Understood. Will trim for the non-RFC posting; apologies for the
volume.

> ... I quite don't see how a multisecond stalls you are describing would
> happen [...] If we are below freerun in the memcg, the task dirtying
> folios from that memcg shouldn't be throttled at all, once we get above
> freerun we throttle by maximum of throttling delay decided from global
> and memcg situation [...]

The stall is reachable even with the victim's memcg well below its
own freerun. The freerun shortcut in balance_dirty_pages() is an AND,
not OR:

if (gdtc->freerun && (!mdtc || mdtc->freerun))
goto free_running;

Once gdtc is over freerun (because the noisy neighbour pushed it
there) the shortcut does not fire, even when mdtc->freerun is true.
After the shortcut fails, the per-task pause is computed from the
dtc with the smaller pos_ratio:

if (mdtc->pos_ratio < gdtc->pos_ratio)
sdtc = mdtc;

When global is the worse domain, the victim sleeps against global
state, not memcg state.

> So can you perhaps share more details about the configuration where
> you observe these delays to innocent tasks due to another task
> dirtying a lot of memory? How many page cache in total and dirty
> pages are there in each memcg [...]? Is the delayed task really
> throttled in balance_dirty_pages()?

Yes. Re-ran the reproducer: stock 7.0-rc5, ext4 on virtio-blk
throttled to 256 KB/s, dirty_bytes=32M, dirty_background_bytes=16M
(freerun = 24 MB), noisy = single fio job doing unlimited buffered
randwrite, victim = single fio job doing 4 KiB sequential write
rate-limited to 500 KB/s.

Per-memcg snapshot during the contended phase, ~10 s into the run:

noisy memcg victim memcg global
memory.current 47 MB 21 MB --
file (cache) 38 MB 14 MB --
file_dirty 26 MB 1.7 MB 27 MB
file_writeback 1.5 MB 4.0 MB 5.3 MB

Victim memcg holds 1.7 MB dirty, far below any reasonable per-memcg
freerun. Global dirty (NR_FILE_DIRTY + NR_WRITEBACK ~ 32 MB) is over
the 24 MB freerun ceiling, driven entirely by noisy.

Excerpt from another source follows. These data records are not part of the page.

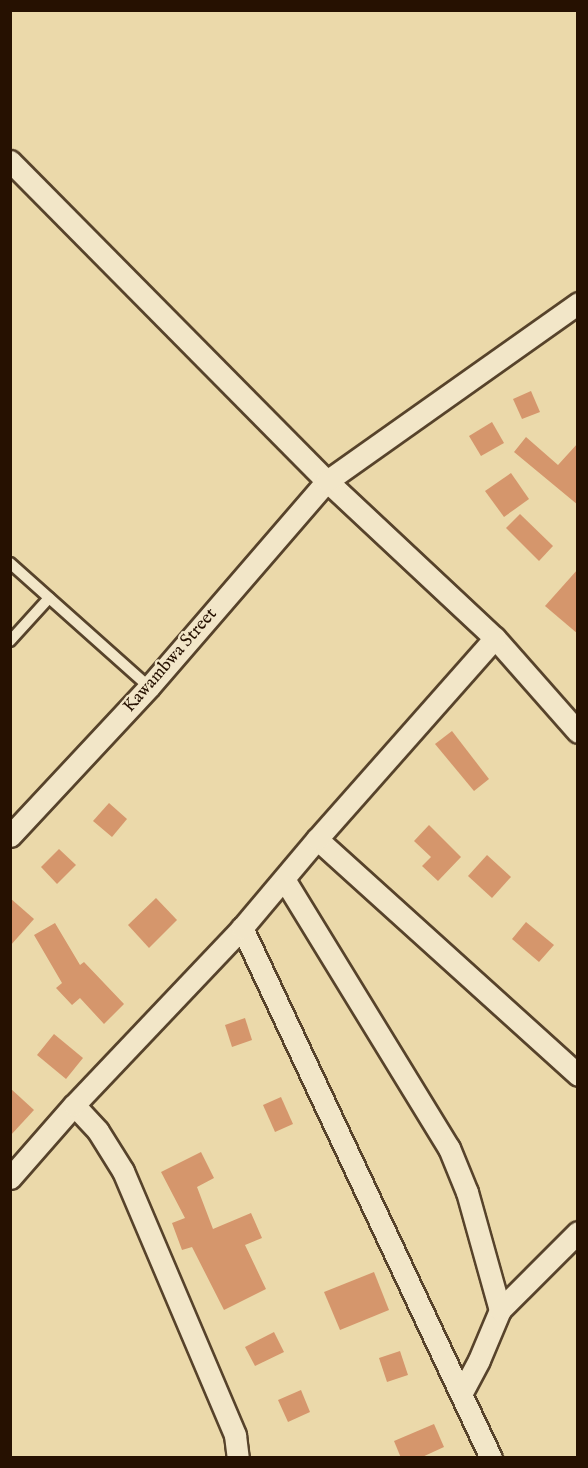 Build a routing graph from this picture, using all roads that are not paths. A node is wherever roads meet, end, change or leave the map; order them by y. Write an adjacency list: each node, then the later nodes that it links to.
1 (10, 161): 3 (street)
2 (578, 303): 3 (street, Kawambwa Street)
3 (327, 481): 6 (street); 8 (street, Kawambwa Street)
4 (10, 563): 5 (lane)
5 (50, 598): 7 (lane); 8 (lane)
6 (495, 638): 9 (street); 11 (street)
7 (10, 641)
8 (149, 687): 10 (street, Kawambwa Street)
9 (578, 732)
10 (10, 836)
11 (317, 839): 12 (street); 14 (street)
12 (284, 879): 13 (street); 18 (street)
13 (242, 928): 15 (street); 19 (street)
14 (578, 1075)
15 (74, 1105): 16 (street); 20 (street)
16 (10, 1178)
17 (578, 1232): 18 (street)
18 (500, 1310): 19 (street)
19 (461, 1394): 21 (street)
20 (238, 1458)
21 (491, 1458)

The victim writer (fio with psync) is in fact sleeping in
balance_dirty_pages(). One stack snapshot during a stall:

[<0>] balance_dirty_pages+0x5c5/0xac0
[<0>] balance_dirty_pages_ratelimited_flags+0x2a1/0x380
[<0>] generic_perform_write+0x194/0x280
[<0>] ext4_buffered_write_iter+0x63/0x110
[<0>] vfs_write+0x28d/0x450
[<0>] __x64_sys_pwrite64+0x8c/0xc0
[<0>] do_syscall_64+0xfa/0x520
[<0>] entry_SYSCALL_64_after_hwframe+0x77/0x7f

Sampling /proc/<pid>/wchan at 100 Hz across the contended phase
yields the histogram:

104 balance_dirty_pages
88 hrtimer_nanosleep (the fio rate-limit sleep between writes)
12 RUNNING
4 p9_client_rpc (virtfs, host-guest filesystem RPC)
3 d_alloc_parallel

The vast majority of non-rate-limit samples have the writer parked
in balance_dirty_pages(). Victim per-IO clat in this run reaches a
3 s tail (worst single 4 KiB pwrite blocked ~3.0 s) while its own
memcg holds < 2 MB dirty.

I'm happy to share the full traces and the reproducer if useful.

Thanks for the review,
Alireza